Con el tiempo, el pequeño hebreo, educado en el catecismo y las normas cristianas, irá asumiendo una nueva identidad, olvidando progresivamente sus costumbres y sus rezos (el nexo que le vincula con la familia en última instancia), hasta pasar a una activa profesión de fe. Bellocchio presenta la evolución con sutileza, mostrando un niño temeroso que se afianza en la forzosa comunidad primero mediante los amigos, luego en base a creencias (el compañero fallecido porque no rezaron con suficiente fuerza) y finalmente con obediencia no exenta de complicidad con sus superiores. Simultáneamente, usa toda su munición y presenta a Pio IX como el jefe de una secta siniestra, un capo mafia, que ordena a sus subordinados y juega con Edgardo como con aquel cachorro extraviado que ha atraído a su redil, un trofeo de guerra que le permite ufanarse y lucir su poder terrenal, mediante rituales pomposos que dejan de lado la representación divina para situarse como un ídolo de masas, aun en el contexto de la revuelta garibaldina que crece alrededor de su claustrofóbico mundo.

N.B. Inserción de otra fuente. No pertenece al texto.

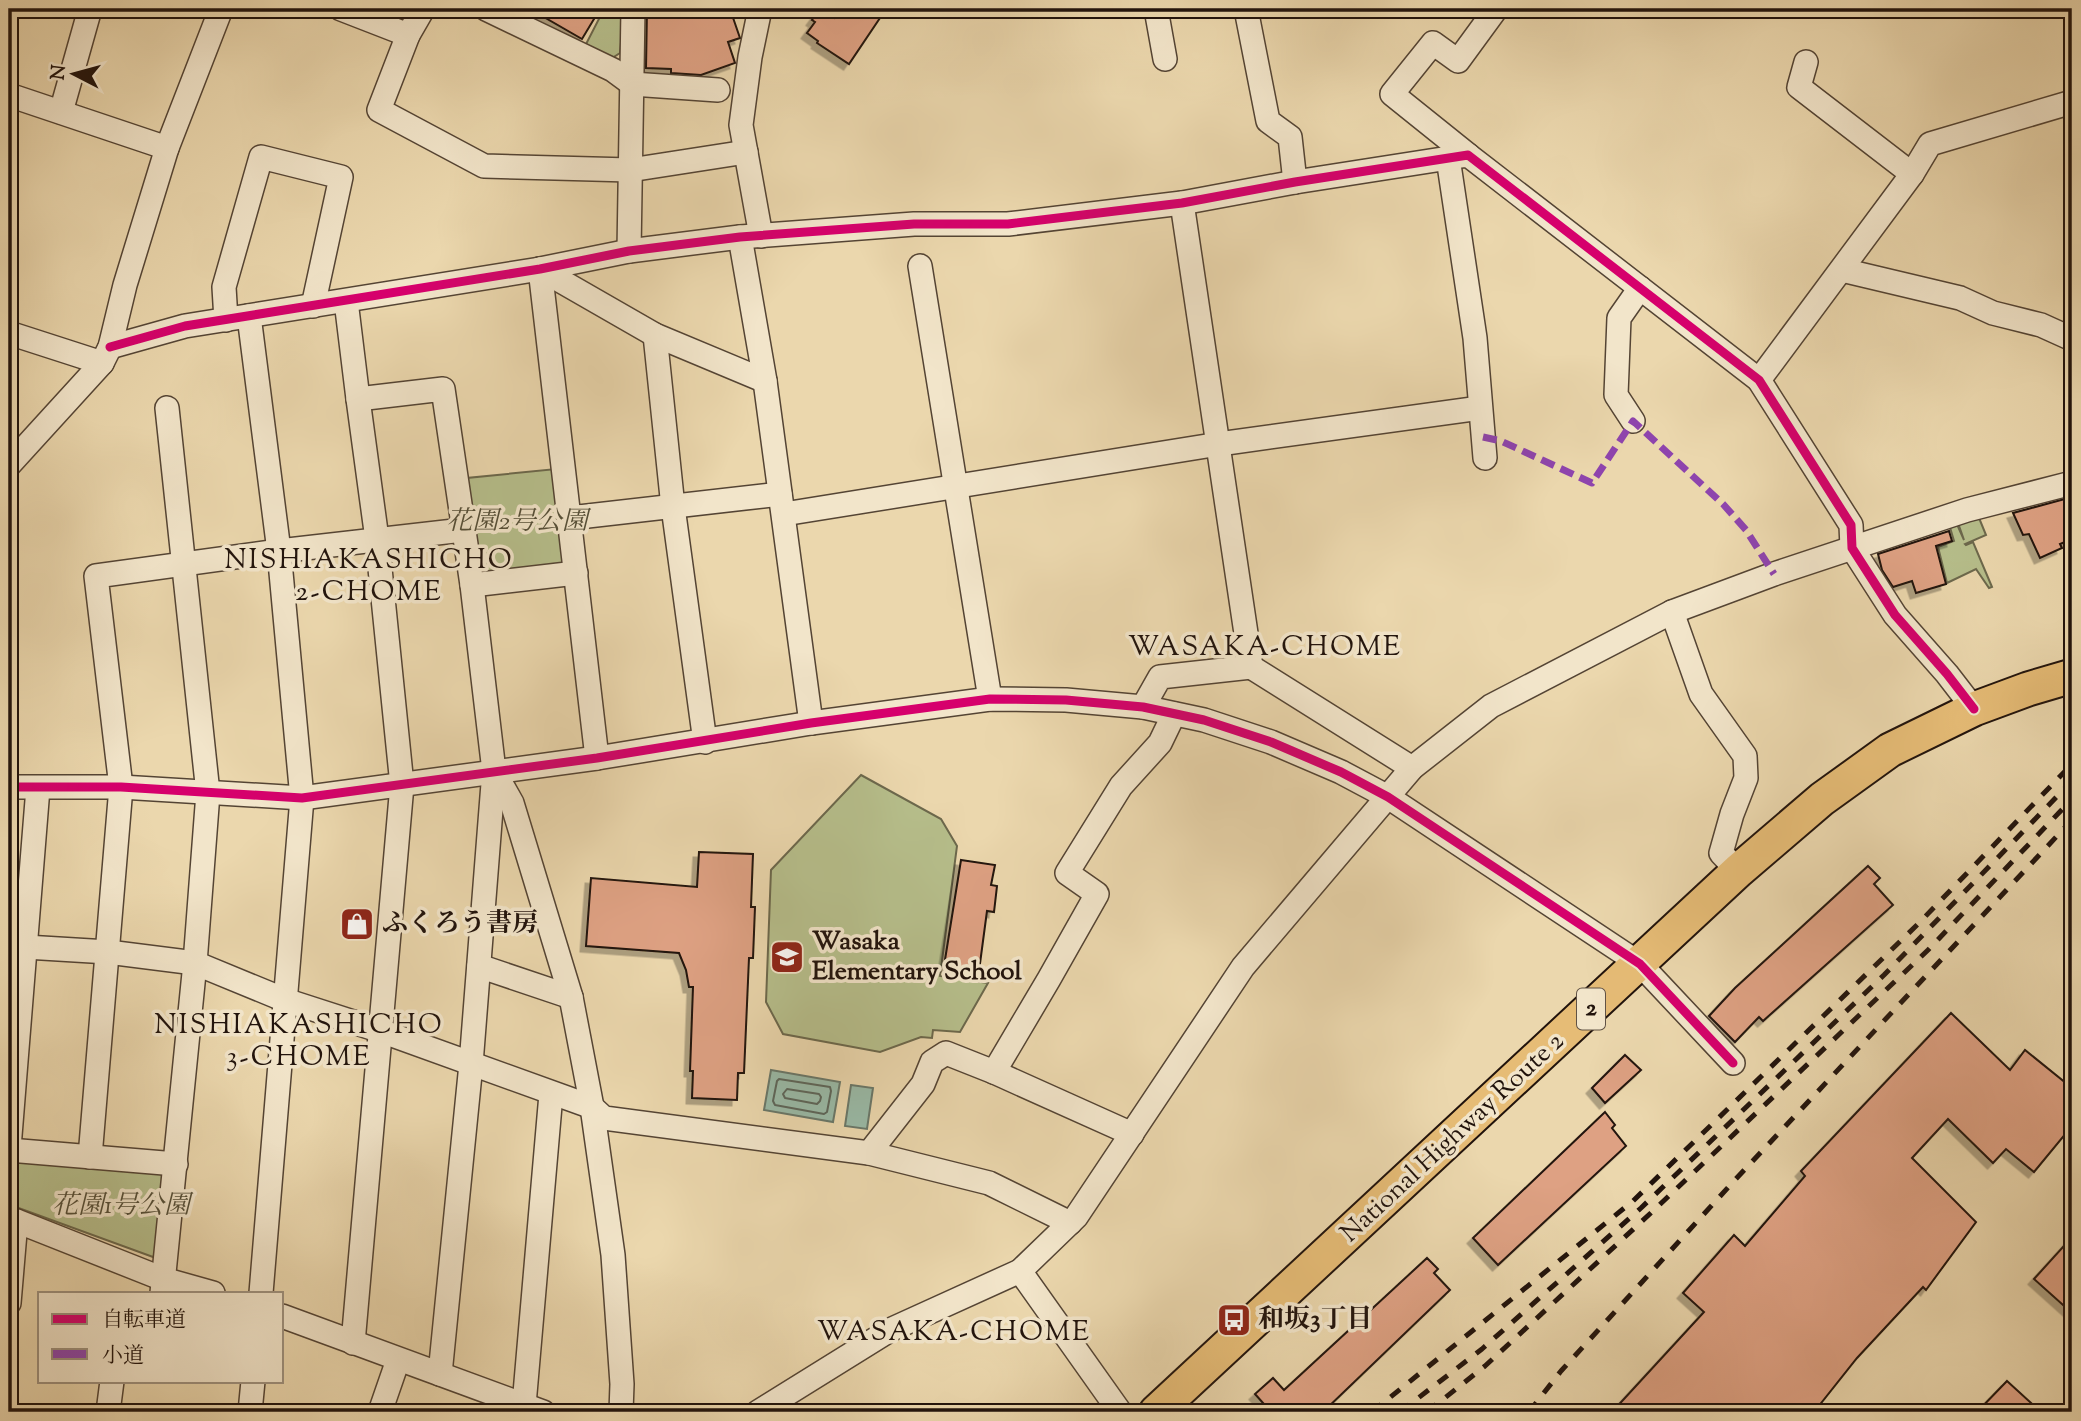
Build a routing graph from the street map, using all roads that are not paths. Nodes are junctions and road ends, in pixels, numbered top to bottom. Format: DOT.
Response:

El tono de El rapto, operístico como fuera en Vincere, se acerca al melodrama en las secuencias iniciales del secuestro y la desesperación de los padres para encontrar un medio de recuperar a su hijo, escenas magnificadas por una música que se sobrepone a las imágenes. A medida que se suceden los años, no obstante, Bellocchio observa con mayor atención la evolución de las creencias infantiles en contraste con los torpes esfuerzos del padre por recuperarlo. Tal vez por ello, la resolución en los veinte minutos finales, cuando la familia vuelve a aparecer, el melodramático contraste entre ésta y su obcecación católica se antoja impostado, y Bellocchio no consigue elevar una historia que acabara ya décadas atrás. La tragedia culminó con la conversión y no hay necesidad de una secuencia posterior para confirmarlo. Aun así, y más allá de la contundencia visual de su parte inicial, El rapto es la muestra indudable de la capacidad de un autor octogenario por plasmar en imágenes una denuncia con la rabia propia de una obra de juventud [1].
[1] Y seguir atrayendo nuestro interés, como lo hiciera con el muy reivindicable y emotivo documental sobre su familia, Marx puede esperar, 2021).